School takes up a third of any young person’s day. Classrooms, Co-Curricular Activities (CCAs), and projects are the nexus of a youth’s social life. These are the platforms where they meet new people, work in teams, and at some point, deal with conflicts. These are organic opportunities for youths to develop crucial social-emotional skills and prepare themselves for a collaborative workplace. Despite that, not all social relationships and teams turn out meaningful, enriching, and positive. Some teams remain purely transactional and cordial, some teams fall into dysfunctional states, yet some teams thrive.

In 1965, psychologist Bruce Tuckman studied how a team grows from being strangers to trusted buddies and co-workers. There are 4 main stages in a team’s life cycle – Forming, Storming, Norming, and Performing. Forming is when a team has just convened and gets to know one another. Storming is when disagreements, power plays, and tensions around direction and values surface. Norming is when a team reaches mutual understanding and agrees on a set of working principles. Performing is when the team comes together almost seamlessly to drive positive results.

However, the life cycle of a team is far from linear. Some teams never got beyond forming. Some teams get stuck in an endless cycle of storming, norming, and back to storming. Indeed, great teams do not always come about naturally. Educators can help student teams to thrive by understanding team development cycles and taking tangible action to help teams progress.

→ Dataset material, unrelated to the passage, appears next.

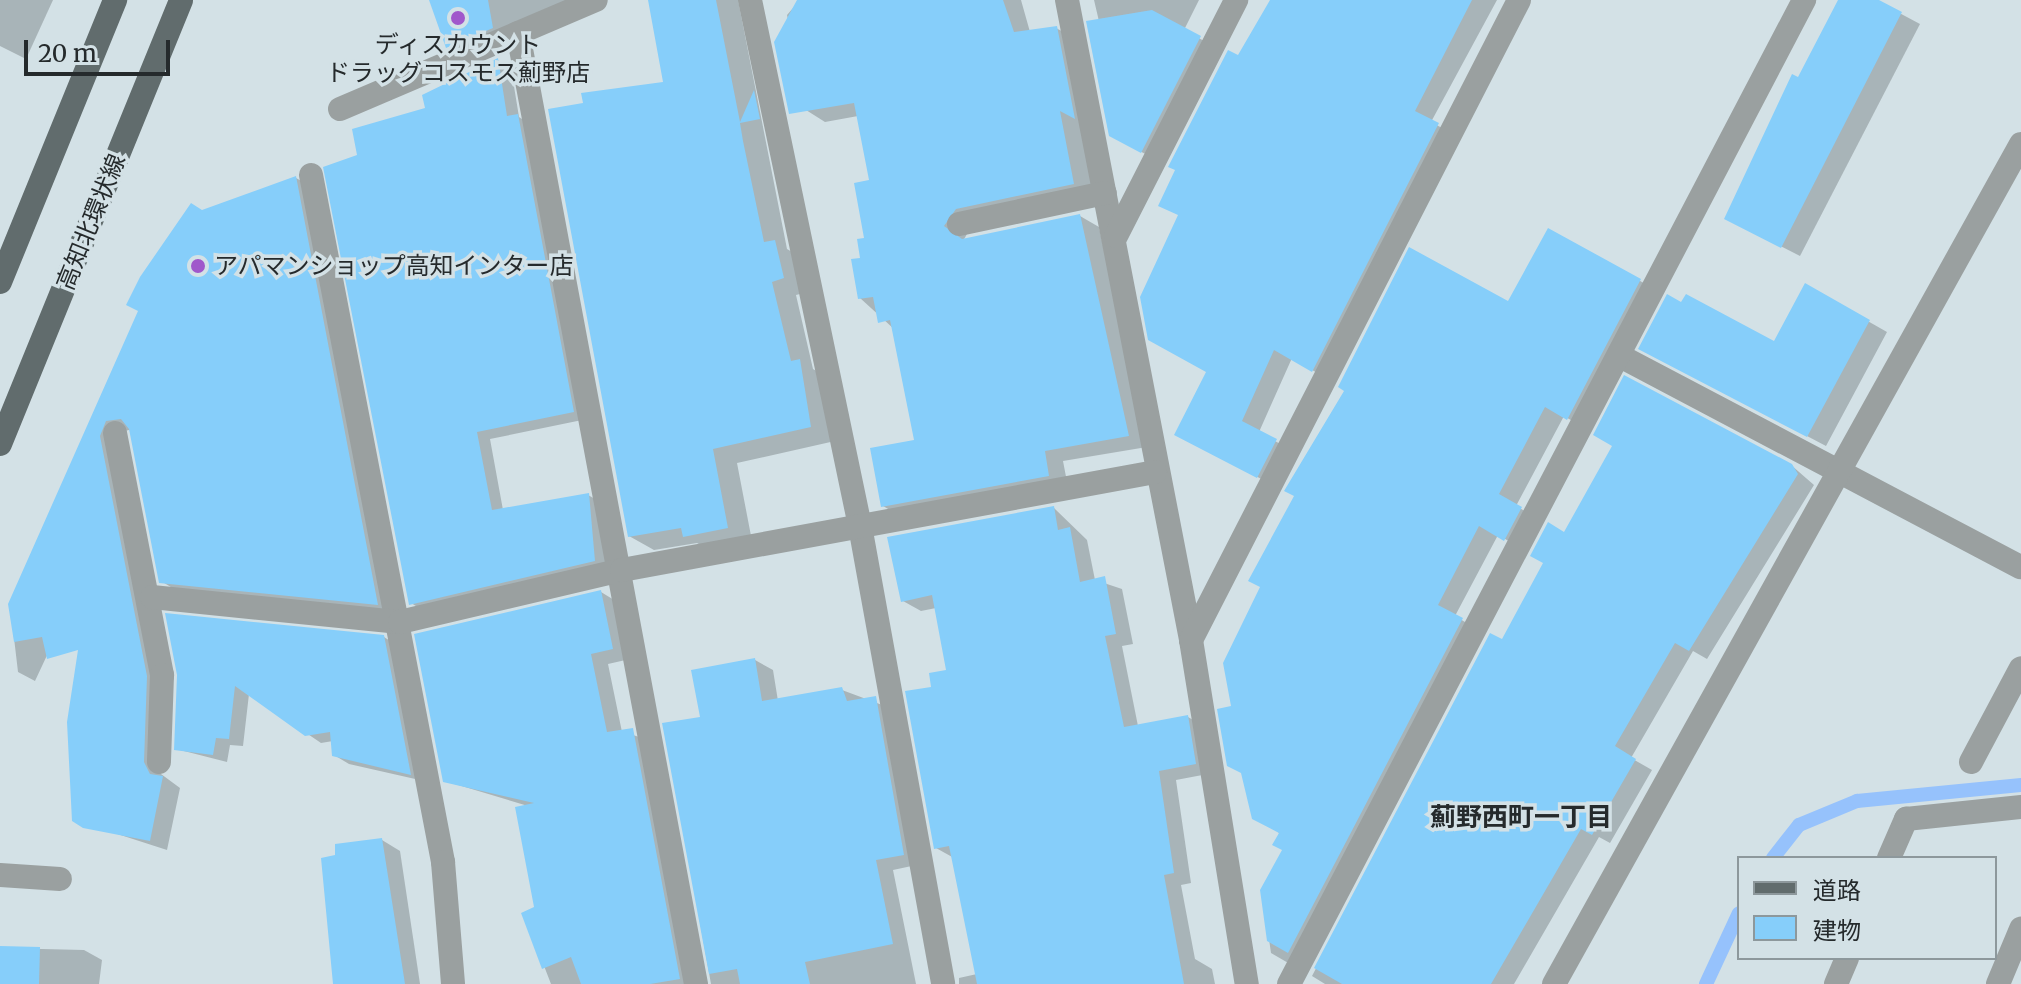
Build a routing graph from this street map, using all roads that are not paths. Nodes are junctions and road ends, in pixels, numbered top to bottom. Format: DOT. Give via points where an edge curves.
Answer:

Forming: The Early Days of a Team

We know when a team is in the Forming stage when student interactions are kept at a surface level. They know little about one another beyond names, classes, and hobbies. Discussions are often marked by silence and hesitance. Team members fear being out of place and disrupting the status quo.

Educators can help teams develop deeper relationships by encouraging progressive self-disclosure. Find opportunities for students to share their personal stories, strengths and weaknesses, concerns and aspirations for the team, etc. Facilitator Chad Littlefield advocated for the paradigm of “Connection Before Content”. A good icebreaker conversation is one that 1) connects people to one another, 2) connects people to the purpose of why they are here, and 3) creates the option or choice for authenticity and vulnerability. Educators can be intentional in setting aside 15 minutes at the start of every team discussion or meeting to check-in with the group and create a space for such conversations. 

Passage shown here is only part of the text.